For starters, lying to your landlord about your cat pet can get you evicted right away.

This is a definite possibility if you live in an apartment complex with a strict No-pets policy. This policy is usually implemented because other tenants may be allergic.

It could also be that your landlord’s insurance policy doesn’t cover the wear and tear damage caused by pets.

Moreover, eviction isn’t the worst-case scenario. On top of that, your record as a tenant will suffer due to this setback.

You may not find a place in a nice area or apartment complex for some time. Or you could be charged extra rent for your bad record.

All these situations put in an unfavorable situation, which you could’ve avoided by being honest with your landlord.

You can’t rely on your neighbors

When you move into a new apartment complex, you can’t expect your neighbors to be all nice and understanding.

If they spot your cat, they are very likely to report you to the landlord. That is why you can’t trust your neighbors and fellow-tenants to keep your little secret.

Plus, lying sets a very terrible impression on people. What’s more, is that your neighbor might be allergic to cats.

They could end up having allergic reactions because you sneaked in a cat. In any case, it’s not a great situation to be in.

Extra costs

When your landlord finds out about your cat, there is a big chance that they might charge you a deposit in exchange for letting you stay.

This deposit will add the extra cost to your budget.

Moreover, if your cat is discovered after causing damage to the property, your landlord could sue you for damages on top of evicting you from the premises right away.

It’s not good for your cat

Let’s face it!
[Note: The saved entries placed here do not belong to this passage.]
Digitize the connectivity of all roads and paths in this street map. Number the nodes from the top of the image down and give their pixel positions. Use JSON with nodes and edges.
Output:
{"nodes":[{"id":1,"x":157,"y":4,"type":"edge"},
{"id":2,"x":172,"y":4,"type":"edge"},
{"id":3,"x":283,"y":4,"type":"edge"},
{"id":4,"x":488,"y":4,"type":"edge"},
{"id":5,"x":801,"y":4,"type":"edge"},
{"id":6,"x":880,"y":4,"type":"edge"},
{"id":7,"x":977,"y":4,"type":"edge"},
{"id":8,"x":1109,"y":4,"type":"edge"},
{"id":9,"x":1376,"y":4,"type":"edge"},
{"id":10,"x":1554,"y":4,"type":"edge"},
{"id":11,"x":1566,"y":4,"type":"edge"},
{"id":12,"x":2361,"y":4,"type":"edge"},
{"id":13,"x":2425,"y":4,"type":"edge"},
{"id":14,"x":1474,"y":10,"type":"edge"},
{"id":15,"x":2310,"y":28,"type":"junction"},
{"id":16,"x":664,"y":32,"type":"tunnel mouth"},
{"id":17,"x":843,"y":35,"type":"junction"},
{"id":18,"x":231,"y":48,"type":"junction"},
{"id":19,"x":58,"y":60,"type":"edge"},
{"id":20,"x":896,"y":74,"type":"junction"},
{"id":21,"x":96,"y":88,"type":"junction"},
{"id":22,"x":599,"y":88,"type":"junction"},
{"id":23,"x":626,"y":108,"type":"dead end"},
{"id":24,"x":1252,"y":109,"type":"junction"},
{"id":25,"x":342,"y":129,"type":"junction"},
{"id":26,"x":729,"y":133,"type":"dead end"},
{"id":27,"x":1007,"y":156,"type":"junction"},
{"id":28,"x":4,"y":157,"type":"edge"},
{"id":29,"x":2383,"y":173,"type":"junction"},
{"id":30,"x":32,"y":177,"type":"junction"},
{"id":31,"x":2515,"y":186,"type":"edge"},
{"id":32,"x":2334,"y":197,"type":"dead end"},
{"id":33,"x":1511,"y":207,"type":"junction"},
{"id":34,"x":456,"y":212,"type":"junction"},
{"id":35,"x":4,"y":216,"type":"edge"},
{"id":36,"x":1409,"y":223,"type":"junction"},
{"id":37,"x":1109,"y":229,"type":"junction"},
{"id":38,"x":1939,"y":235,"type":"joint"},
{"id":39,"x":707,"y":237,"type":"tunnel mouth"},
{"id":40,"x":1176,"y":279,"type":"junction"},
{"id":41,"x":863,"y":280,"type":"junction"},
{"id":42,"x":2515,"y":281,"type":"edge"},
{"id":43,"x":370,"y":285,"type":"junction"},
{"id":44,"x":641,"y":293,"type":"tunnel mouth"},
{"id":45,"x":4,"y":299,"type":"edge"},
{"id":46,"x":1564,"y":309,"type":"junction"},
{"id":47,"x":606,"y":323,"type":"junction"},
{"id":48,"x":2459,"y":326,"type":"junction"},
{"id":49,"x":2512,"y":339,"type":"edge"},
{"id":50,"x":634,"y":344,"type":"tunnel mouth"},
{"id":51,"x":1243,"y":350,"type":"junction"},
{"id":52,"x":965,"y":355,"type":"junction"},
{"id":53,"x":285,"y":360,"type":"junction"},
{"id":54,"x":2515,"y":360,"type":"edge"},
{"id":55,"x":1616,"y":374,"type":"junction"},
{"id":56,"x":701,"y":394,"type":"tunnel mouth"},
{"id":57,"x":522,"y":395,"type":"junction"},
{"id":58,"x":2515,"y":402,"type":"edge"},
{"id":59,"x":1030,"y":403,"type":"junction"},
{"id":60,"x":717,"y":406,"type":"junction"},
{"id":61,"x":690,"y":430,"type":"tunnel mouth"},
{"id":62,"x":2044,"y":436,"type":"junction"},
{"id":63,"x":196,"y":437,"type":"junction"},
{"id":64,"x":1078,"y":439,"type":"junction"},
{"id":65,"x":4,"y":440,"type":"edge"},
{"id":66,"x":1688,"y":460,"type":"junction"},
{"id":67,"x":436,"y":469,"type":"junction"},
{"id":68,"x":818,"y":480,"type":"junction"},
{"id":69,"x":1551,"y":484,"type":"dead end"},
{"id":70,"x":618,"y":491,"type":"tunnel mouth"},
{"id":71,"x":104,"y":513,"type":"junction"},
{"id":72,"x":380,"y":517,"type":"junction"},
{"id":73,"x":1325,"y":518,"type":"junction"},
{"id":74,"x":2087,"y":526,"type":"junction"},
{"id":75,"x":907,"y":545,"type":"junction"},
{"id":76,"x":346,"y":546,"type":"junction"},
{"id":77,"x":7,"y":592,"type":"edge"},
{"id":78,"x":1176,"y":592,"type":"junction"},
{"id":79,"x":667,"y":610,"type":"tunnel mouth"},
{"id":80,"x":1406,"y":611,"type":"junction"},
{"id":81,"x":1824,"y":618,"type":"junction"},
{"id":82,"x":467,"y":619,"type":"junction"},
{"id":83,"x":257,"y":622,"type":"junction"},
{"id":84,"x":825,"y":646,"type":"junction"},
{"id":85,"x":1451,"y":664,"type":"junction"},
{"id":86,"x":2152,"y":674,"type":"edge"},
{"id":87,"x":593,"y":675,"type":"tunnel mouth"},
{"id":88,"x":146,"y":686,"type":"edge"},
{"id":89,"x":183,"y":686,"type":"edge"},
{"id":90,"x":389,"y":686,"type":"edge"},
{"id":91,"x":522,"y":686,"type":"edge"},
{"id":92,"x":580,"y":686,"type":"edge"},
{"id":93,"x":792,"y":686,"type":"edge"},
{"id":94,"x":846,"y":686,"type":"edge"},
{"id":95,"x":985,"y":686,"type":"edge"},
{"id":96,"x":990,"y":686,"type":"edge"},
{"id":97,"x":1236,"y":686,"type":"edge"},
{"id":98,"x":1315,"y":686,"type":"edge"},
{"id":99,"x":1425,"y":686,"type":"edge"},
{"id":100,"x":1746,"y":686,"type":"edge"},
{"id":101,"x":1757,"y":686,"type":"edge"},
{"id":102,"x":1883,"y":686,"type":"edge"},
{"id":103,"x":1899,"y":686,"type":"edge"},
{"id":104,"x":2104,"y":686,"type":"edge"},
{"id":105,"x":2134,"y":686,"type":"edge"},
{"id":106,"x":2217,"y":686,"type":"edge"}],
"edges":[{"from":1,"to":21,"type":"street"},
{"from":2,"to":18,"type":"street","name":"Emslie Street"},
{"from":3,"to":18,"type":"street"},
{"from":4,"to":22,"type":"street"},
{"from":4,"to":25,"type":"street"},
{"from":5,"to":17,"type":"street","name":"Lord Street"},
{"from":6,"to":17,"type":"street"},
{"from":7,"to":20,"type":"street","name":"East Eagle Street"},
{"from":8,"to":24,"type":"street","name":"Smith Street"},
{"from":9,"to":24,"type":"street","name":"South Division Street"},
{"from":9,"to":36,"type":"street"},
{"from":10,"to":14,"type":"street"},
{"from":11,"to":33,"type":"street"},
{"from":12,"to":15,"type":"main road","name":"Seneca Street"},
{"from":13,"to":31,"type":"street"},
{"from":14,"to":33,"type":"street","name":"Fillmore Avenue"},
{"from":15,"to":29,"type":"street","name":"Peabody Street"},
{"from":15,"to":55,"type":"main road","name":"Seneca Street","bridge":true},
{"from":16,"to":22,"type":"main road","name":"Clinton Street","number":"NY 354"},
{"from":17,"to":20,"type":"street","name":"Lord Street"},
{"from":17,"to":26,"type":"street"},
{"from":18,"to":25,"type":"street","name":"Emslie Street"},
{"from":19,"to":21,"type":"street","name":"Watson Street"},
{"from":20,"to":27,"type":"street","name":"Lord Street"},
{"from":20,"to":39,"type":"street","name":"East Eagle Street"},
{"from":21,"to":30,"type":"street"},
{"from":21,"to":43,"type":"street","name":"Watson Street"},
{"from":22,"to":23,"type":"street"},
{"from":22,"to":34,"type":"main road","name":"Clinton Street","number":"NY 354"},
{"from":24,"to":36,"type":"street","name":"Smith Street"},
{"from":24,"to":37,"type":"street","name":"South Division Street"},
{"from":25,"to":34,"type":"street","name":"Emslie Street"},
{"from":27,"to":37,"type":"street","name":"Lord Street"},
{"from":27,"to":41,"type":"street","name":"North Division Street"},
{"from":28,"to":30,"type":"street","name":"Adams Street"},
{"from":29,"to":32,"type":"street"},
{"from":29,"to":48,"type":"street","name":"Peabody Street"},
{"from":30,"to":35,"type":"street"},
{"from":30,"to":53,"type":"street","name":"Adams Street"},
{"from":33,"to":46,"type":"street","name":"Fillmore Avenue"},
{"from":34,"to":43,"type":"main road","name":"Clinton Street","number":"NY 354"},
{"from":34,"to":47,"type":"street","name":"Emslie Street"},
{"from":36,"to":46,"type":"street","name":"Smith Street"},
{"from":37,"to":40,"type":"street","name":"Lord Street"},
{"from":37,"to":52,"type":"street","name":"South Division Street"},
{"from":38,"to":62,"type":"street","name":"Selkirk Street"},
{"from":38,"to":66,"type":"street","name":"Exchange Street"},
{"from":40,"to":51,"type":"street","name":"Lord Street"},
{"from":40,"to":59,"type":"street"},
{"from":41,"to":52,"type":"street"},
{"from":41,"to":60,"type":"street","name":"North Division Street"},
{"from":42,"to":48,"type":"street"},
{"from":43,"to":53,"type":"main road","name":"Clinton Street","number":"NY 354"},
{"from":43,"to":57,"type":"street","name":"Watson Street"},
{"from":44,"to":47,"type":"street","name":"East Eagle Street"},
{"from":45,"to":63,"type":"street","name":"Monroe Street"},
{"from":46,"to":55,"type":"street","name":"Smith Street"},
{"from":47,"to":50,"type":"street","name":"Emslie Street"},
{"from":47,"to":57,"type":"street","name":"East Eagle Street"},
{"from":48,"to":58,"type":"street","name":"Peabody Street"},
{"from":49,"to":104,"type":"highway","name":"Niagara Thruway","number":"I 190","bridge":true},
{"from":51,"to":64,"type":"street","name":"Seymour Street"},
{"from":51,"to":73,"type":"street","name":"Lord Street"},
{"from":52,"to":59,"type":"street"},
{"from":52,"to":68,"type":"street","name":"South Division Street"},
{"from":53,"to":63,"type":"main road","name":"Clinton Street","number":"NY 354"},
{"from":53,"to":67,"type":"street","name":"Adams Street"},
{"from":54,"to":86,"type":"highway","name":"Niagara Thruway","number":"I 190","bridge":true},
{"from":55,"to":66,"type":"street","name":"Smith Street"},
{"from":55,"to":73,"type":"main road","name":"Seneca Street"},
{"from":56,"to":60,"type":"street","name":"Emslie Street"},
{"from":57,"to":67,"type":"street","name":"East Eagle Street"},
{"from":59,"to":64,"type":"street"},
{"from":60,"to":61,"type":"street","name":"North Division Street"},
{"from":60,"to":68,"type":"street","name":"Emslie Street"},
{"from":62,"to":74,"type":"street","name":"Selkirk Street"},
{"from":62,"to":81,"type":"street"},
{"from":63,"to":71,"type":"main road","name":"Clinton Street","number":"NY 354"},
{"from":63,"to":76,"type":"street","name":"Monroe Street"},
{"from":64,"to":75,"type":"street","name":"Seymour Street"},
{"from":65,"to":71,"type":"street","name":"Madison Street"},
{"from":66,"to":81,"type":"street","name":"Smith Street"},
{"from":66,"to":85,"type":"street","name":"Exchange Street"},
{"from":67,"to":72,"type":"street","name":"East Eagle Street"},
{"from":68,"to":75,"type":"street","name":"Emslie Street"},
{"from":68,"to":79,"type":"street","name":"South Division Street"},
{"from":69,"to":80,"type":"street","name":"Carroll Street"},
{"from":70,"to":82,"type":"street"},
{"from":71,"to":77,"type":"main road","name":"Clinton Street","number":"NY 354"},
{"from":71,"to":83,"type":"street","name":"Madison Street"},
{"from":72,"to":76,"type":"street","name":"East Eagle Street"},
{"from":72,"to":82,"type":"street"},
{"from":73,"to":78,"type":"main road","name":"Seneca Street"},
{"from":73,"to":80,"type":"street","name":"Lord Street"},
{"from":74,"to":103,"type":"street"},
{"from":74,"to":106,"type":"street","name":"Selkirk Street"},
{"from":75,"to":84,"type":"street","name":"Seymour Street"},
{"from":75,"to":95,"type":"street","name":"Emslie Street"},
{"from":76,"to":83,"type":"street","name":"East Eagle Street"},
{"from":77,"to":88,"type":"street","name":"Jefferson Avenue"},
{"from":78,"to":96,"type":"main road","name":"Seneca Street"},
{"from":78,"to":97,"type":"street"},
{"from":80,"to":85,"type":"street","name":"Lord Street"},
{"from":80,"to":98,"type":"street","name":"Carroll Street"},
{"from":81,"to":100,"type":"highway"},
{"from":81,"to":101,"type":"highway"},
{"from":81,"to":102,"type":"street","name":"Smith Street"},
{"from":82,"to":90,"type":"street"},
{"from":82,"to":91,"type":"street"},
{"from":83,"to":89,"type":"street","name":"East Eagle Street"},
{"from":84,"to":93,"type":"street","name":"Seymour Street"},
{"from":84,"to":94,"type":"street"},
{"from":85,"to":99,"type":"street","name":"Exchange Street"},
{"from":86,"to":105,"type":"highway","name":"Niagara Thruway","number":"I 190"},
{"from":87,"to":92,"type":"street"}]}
Your pet deserves the best, and if you confine them to a small space and never take them out for fresh air, it just wouldn’t be fair to them.

Cats love moving around, sitting on the windows, and taking in the sunlight. When you take that away from your cat, it may start feeling sad or depressed.


Yes, you love your pet but need to comply with the regulations that you agreed to.

If the apartment complex follows a “No Pet” Policy, then you should consider looking for other options where they don’t have such regulations.

In any case, it’s not good practice to lie to your landlord. It doesn’t only put you in trouble and at the risk of eviction.

It also corrupts your record as a tenant, and you may have a hard time finding decent places in the future.